--- Material for the task ---

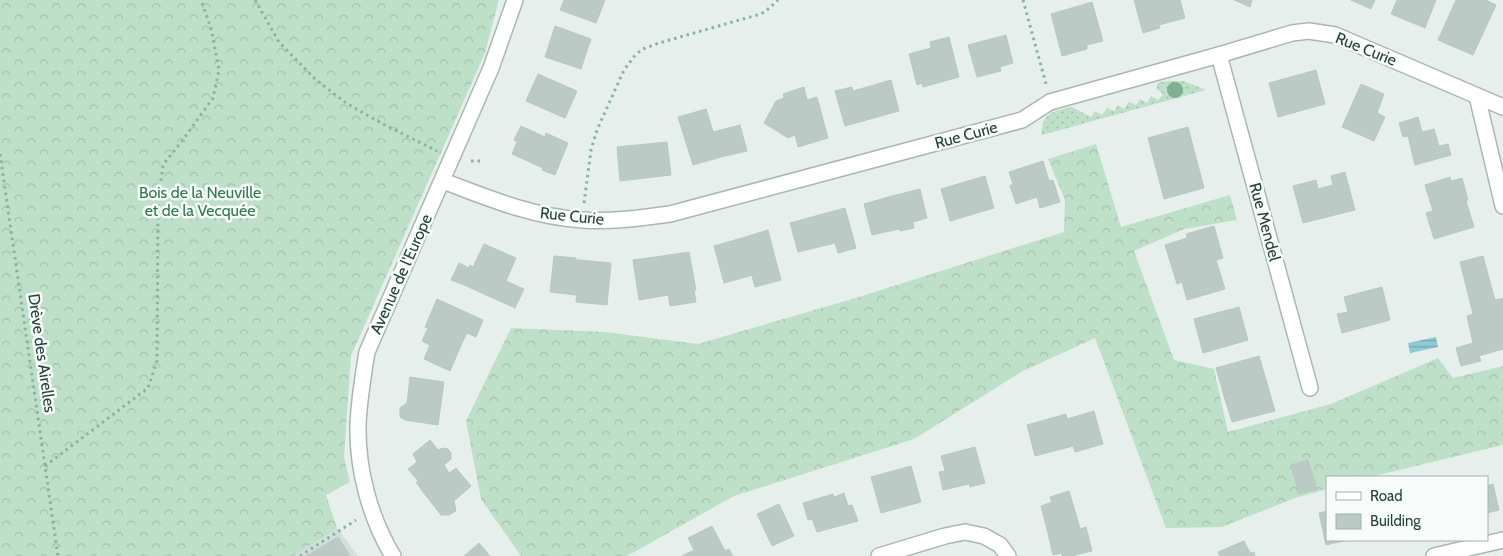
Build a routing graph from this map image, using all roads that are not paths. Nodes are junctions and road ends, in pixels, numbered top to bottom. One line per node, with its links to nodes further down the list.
1 (514, 0): 5 (street, Avenue de l'Europe)
2 (1219, 55): 3 (street, Rue Curie); 5 (street, Rue Curie); 7 (street, Rue Mendel)
3 (1477, 96): 4 (street, Rue Curie); 6 (street)
4 (1503, 107)
5 (442, 181): 9 (street, Avenue de l'Europe)
6 (1503, 206)
7 (1310, 388)
8 (1503, 540): 12 (street)
9 (393, 556)
10 (879, 556): 11 (street)
11 (1008, 556)
12 (1434, 556)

---

• _Prompt_:
Omit every picture, then reproduce the rest of the listing exactly.

• _Result of the task_:
Build a routing graph from this map image, using all roads that are not paths. Nodes are junctions and road ends, in pixels, numbered top to bottom. One line per node, with its links to nodes further down the list.
1 (514, 0): 5 (street, Avenue de l'Europe)
2 (1219, 55): 3 (street, Rue Curie); 5 (street, Rue Curie); 7 (street, Rue Mendel)
3 (1477, 96): 4 (street, Rue Curie); 6 (street)
4 (1503, 107)
5 (442, 181): 9 (street, Avenue de l'Europe)
6 (1503, 206)
7 (1310, 388)
8 (1503, 540): 12 (street)
9 (393, 556)
10 (879, 556): 11 (street)
11 (1008, 556)
12 (1434, 556)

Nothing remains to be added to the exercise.